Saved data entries

------------

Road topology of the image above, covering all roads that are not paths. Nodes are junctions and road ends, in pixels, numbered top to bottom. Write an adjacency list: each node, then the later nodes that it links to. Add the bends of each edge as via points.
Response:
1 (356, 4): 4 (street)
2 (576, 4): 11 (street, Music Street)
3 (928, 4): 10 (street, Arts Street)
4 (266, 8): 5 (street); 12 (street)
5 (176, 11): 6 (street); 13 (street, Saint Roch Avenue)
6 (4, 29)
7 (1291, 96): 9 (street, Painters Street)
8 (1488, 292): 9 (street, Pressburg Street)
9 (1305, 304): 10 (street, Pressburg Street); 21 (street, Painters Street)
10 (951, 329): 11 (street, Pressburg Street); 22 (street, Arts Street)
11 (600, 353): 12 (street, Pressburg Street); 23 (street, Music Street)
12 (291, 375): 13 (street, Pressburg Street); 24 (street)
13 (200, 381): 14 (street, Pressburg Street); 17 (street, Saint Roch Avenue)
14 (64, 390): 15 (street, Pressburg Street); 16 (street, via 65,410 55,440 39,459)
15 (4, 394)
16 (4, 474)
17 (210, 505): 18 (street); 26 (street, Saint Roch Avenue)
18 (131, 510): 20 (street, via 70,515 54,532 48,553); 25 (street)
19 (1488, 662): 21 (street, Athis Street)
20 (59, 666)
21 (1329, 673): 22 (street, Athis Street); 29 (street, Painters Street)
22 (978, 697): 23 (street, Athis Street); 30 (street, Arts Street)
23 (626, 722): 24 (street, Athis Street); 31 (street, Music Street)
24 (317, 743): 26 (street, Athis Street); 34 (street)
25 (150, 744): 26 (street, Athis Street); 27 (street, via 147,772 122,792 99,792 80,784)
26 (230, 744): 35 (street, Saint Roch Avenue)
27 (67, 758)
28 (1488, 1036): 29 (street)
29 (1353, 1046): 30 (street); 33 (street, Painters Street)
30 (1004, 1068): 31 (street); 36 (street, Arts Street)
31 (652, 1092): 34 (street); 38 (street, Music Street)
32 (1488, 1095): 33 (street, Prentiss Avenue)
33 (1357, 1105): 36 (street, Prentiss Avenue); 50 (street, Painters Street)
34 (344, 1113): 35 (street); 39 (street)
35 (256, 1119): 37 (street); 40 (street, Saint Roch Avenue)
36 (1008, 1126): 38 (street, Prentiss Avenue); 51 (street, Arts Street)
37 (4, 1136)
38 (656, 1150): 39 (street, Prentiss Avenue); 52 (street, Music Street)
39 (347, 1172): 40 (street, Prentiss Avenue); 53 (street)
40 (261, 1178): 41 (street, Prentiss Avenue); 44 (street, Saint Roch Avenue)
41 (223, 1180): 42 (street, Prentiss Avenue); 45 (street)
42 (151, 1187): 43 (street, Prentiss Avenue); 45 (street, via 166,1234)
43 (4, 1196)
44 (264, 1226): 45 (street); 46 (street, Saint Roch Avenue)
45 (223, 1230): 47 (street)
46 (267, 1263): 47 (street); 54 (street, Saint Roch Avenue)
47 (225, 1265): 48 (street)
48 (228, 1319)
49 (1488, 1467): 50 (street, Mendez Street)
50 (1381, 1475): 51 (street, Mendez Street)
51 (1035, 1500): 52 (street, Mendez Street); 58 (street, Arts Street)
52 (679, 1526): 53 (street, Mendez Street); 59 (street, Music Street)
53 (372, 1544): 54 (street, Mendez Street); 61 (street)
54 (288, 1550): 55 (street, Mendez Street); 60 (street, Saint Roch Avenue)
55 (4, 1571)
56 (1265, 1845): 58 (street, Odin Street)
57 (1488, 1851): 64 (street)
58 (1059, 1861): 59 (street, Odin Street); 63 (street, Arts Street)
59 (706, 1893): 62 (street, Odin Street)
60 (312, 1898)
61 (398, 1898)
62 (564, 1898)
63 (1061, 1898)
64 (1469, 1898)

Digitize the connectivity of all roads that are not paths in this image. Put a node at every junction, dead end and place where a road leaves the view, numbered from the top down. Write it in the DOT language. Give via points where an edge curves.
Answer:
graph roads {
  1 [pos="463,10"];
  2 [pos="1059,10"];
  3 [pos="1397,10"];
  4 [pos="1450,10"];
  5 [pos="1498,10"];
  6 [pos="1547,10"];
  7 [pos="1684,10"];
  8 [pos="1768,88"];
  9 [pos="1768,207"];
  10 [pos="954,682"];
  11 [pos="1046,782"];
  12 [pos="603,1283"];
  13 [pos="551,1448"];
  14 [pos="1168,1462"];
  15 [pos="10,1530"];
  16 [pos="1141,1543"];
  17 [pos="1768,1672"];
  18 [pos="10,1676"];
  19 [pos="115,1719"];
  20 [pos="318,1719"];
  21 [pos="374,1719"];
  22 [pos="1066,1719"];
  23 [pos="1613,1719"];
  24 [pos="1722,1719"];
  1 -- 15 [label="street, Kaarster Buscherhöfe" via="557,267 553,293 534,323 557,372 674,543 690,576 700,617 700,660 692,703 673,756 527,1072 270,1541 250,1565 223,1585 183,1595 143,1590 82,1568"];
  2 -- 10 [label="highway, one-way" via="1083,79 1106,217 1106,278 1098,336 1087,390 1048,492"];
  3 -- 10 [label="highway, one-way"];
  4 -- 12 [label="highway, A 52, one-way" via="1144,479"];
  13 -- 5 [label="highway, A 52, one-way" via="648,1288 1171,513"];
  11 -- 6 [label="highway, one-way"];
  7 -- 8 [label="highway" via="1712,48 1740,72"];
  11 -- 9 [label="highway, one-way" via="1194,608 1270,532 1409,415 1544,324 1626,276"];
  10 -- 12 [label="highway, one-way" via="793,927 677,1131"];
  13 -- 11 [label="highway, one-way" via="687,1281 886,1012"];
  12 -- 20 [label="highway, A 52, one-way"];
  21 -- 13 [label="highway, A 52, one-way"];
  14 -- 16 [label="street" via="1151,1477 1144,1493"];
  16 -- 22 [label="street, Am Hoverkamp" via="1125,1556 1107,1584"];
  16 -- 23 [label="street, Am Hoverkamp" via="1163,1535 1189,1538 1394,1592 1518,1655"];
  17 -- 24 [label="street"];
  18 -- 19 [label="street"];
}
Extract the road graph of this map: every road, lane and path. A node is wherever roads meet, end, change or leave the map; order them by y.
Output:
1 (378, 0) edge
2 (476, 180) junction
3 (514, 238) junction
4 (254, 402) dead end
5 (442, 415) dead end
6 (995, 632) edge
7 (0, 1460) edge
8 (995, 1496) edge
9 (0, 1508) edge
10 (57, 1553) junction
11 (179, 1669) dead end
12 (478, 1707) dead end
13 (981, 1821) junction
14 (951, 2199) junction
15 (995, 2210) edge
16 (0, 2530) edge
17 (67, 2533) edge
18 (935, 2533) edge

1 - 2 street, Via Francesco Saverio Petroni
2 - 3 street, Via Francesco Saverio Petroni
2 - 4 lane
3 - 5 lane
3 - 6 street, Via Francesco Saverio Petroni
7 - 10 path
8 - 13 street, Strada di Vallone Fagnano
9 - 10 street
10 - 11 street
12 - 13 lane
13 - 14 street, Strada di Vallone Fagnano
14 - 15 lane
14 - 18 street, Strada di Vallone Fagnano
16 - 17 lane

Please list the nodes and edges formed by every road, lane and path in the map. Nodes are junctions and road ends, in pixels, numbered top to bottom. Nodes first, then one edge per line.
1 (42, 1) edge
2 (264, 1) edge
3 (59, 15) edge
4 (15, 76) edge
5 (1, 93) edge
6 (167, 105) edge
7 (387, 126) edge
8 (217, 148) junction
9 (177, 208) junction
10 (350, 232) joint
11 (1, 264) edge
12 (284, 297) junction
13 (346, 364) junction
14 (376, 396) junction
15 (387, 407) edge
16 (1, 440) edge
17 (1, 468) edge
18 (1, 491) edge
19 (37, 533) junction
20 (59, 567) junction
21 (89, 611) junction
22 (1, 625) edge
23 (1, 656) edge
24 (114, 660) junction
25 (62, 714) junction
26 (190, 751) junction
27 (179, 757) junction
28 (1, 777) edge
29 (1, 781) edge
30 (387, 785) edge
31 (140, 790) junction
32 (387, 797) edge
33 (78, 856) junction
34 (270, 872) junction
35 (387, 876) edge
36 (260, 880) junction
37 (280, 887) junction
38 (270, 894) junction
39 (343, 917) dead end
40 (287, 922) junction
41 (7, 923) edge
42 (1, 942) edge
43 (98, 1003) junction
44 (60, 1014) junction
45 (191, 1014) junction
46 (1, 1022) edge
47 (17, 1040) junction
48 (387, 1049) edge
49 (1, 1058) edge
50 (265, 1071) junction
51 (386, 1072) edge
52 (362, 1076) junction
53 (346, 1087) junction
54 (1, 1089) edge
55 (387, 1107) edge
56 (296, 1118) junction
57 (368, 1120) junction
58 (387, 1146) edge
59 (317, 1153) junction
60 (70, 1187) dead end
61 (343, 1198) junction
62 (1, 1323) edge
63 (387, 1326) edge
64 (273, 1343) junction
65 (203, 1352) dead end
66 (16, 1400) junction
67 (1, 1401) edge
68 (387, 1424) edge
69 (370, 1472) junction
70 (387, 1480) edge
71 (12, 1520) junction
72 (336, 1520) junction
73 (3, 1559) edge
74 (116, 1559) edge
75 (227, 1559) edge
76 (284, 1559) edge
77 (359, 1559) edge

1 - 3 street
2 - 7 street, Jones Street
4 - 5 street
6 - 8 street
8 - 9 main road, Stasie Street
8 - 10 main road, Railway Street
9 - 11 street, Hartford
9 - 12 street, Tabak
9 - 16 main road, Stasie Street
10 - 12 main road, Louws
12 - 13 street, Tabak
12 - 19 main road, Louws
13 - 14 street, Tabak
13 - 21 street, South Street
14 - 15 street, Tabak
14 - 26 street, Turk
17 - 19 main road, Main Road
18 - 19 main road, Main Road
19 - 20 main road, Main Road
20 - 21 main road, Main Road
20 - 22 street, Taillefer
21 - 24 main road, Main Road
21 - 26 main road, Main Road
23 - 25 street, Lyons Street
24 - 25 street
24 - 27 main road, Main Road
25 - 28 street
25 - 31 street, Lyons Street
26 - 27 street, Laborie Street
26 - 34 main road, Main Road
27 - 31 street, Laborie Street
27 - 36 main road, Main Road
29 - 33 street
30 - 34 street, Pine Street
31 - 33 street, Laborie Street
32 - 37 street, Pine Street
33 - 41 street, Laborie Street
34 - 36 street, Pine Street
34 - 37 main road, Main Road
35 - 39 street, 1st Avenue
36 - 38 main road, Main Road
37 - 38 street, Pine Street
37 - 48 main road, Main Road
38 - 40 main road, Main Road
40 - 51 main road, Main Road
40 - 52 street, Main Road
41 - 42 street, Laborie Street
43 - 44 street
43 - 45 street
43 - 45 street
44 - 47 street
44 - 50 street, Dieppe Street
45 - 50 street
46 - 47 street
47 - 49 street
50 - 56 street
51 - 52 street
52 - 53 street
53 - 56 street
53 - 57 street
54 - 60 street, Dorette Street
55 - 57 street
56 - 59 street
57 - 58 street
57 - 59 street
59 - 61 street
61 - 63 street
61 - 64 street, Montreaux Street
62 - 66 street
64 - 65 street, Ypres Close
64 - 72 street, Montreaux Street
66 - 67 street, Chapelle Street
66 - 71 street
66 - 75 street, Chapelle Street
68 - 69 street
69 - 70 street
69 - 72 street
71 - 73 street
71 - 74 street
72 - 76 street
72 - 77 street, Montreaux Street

------------

## Task instructions
How many lines of the entries above hold the string "Fagnano"? Reply with the number alone.

## Task solution
3